- **What you should do**
What lines of the data hold the string "roads"? Copy them all.

- **Input data**
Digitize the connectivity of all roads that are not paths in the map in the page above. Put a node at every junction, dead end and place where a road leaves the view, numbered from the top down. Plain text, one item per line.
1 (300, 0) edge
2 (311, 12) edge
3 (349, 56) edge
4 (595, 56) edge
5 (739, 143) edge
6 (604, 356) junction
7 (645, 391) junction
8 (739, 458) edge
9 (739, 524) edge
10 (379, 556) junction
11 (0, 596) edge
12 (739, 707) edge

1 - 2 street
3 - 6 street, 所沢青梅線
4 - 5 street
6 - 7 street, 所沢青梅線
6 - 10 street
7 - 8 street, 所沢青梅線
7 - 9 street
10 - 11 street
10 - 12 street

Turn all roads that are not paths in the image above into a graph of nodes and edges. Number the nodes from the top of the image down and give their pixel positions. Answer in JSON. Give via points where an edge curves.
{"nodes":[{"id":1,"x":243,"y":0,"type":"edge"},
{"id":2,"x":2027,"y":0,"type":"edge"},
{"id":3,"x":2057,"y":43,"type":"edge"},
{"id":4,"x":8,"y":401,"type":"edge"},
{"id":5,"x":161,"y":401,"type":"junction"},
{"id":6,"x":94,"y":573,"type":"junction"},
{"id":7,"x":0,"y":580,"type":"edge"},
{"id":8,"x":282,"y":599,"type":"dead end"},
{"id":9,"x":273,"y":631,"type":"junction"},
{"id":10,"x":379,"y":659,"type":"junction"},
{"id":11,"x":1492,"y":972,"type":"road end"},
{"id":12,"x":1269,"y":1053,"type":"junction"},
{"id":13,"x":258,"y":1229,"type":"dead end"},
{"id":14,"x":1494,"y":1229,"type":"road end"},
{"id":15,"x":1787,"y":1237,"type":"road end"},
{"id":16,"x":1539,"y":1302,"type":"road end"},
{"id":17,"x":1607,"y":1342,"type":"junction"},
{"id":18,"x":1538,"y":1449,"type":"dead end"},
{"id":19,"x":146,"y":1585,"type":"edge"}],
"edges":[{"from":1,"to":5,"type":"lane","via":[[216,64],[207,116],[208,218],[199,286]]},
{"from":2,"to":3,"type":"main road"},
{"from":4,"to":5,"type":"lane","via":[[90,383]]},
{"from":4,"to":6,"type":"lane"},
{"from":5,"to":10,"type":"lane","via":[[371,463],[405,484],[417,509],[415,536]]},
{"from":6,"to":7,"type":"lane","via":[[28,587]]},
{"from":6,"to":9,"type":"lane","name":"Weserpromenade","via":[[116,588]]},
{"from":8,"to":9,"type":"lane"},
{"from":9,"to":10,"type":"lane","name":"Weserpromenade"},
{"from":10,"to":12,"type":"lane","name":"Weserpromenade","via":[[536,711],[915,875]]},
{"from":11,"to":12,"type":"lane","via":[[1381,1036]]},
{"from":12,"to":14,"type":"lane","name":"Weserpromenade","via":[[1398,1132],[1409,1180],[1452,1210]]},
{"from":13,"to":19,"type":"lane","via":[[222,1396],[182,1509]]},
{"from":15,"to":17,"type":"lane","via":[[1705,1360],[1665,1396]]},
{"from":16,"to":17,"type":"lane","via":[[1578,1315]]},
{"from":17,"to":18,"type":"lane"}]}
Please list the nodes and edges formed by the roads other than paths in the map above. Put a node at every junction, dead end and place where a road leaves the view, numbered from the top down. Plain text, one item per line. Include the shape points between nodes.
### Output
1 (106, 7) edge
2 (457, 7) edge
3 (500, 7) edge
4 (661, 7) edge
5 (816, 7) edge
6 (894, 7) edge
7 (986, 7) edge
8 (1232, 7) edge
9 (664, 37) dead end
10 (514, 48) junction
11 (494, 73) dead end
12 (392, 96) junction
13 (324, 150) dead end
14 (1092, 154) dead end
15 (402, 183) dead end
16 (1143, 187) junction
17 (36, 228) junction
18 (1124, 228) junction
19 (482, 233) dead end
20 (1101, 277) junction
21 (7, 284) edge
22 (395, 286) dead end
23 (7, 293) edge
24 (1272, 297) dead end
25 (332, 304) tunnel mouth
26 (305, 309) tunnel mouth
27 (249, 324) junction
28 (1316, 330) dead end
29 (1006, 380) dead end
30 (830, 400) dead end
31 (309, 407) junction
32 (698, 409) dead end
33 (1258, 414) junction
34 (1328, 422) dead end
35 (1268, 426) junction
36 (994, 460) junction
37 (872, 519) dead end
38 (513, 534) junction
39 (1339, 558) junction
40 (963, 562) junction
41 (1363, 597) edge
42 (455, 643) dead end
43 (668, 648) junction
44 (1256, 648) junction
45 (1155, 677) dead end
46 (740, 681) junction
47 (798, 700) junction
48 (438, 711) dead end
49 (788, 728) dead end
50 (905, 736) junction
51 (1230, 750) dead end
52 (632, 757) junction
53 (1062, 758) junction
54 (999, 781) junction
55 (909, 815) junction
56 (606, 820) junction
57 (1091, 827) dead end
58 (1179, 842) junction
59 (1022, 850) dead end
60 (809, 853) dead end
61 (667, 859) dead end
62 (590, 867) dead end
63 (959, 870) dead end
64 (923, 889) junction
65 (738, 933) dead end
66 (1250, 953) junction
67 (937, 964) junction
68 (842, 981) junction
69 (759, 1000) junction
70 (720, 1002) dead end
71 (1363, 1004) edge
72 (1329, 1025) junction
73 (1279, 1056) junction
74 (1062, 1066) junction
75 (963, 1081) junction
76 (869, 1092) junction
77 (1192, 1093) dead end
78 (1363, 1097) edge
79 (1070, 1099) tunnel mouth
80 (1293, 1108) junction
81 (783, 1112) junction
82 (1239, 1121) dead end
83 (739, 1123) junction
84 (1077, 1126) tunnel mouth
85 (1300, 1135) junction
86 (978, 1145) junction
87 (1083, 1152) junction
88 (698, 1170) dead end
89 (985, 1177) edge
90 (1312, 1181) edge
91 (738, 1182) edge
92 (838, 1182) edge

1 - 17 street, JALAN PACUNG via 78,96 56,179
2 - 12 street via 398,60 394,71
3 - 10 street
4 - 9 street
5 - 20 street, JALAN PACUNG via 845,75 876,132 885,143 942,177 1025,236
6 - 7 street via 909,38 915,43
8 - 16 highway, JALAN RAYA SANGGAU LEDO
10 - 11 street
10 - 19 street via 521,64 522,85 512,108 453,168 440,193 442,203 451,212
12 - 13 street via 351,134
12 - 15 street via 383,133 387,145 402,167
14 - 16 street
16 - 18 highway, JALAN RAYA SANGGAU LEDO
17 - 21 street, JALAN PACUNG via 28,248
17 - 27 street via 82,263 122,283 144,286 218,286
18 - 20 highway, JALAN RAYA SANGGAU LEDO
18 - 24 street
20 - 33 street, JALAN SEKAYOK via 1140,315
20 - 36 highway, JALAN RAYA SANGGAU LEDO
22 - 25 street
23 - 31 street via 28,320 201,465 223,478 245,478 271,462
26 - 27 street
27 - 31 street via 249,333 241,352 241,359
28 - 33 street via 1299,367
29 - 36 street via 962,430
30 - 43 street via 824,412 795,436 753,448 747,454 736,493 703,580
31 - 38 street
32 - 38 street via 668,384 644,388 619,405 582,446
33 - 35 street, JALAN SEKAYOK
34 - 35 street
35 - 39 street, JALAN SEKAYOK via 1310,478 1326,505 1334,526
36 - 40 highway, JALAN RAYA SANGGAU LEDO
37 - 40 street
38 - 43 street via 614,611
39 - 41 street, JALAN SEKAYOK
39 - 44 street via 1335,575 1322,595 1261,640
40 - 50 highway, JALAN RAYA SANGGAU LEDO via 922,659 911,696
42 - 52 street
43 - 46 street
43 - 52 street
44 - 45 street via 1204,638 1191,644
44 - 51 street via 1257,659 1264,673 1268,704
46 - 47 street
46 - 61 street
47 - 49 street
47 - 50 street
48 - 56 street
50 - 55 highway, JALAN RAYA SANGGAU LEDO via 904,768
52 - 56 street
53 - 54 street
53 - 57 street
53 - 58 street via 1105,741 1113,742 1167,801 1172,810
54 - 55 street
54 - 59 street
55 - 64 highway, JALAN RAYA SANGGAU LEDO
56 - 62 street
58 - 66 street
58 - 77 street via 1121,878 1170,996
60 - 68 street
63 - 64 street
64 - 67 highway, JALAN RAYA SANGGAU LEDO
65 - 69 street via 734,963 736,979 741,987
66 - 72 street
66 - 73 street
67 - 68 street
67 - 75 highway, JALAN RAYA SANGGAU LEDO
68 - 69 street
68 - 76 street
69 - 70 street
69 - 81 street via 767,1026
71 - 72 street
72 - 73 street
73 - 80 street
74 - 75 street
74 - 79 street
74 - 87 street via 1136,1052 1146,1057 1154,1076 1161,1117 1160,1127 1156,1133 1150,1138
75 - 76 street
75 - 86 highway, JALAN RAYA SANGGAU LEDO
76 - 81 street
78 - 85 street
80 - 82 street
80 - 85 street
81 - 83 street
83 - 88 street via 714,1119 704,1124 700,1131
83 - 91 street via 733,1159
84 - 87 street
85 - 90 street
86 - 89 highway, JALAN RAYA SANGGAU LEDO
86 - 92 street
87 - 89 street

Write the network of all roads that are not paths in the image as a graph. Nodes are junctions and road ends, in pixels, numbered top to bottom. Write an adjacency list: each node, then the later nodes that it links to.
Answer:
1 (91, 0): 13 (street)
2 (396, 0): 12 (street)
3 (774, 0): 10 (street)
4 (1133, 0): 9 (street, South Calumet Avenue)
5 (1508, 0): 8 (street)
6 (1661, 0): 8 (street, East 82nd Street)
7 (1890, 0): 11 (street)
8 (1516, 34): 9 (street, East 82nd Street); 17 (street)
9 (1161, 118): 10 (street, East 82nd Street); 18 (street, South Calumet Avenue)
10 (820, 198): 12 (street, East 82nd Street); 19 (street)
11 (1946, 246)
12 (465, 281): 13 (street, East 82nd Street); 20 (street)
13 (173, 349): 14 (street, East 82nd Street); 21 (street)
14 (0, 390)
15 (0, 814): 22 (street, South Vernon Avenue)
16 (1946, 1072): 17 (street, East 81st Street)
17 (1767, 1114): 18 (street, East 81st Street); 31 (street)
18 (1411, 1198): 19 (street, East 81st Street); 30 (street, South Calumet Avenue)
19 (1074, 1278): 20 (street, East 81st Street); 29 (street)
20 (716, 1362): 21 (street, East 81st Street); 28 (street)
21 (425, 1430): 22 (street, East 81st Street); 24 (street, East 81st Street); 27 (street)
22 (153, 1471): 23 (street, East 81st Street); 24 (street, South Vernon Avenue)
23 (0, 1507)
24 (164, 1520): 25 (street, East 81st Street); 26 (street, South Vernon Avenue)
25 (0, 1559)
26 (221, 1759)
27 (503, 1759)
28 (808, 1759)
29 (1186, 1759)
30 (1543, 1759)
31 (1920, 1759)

- **Solution for this exercise**
Digitize the connectivity of all roads that are not paths in the map in the page above. Put a node at every junction, dead end and place where a road leaves the view, numbered from the top down. Plain text, one item per line.
Turn all roads that are not paths in the image above into a graph of nodes and edges. Number the nodes from the top of the image down and give their pixel positions. Answer in JSON. Give via points where an edge curves.
Please list the nodes and edges formed by the roads other than paths in the map above. Put a node at every junction, dead end and place where a road leaves the view, numbered from the top down. Plain text, one item per line. Include the shape points between nodes.
Write the network of all roads that are not paths in the image as a graph. Nodes are junctions and road ends, in pixels, numbered top to bottom. Write an adjacency list: each node, then the later nodes that it links to.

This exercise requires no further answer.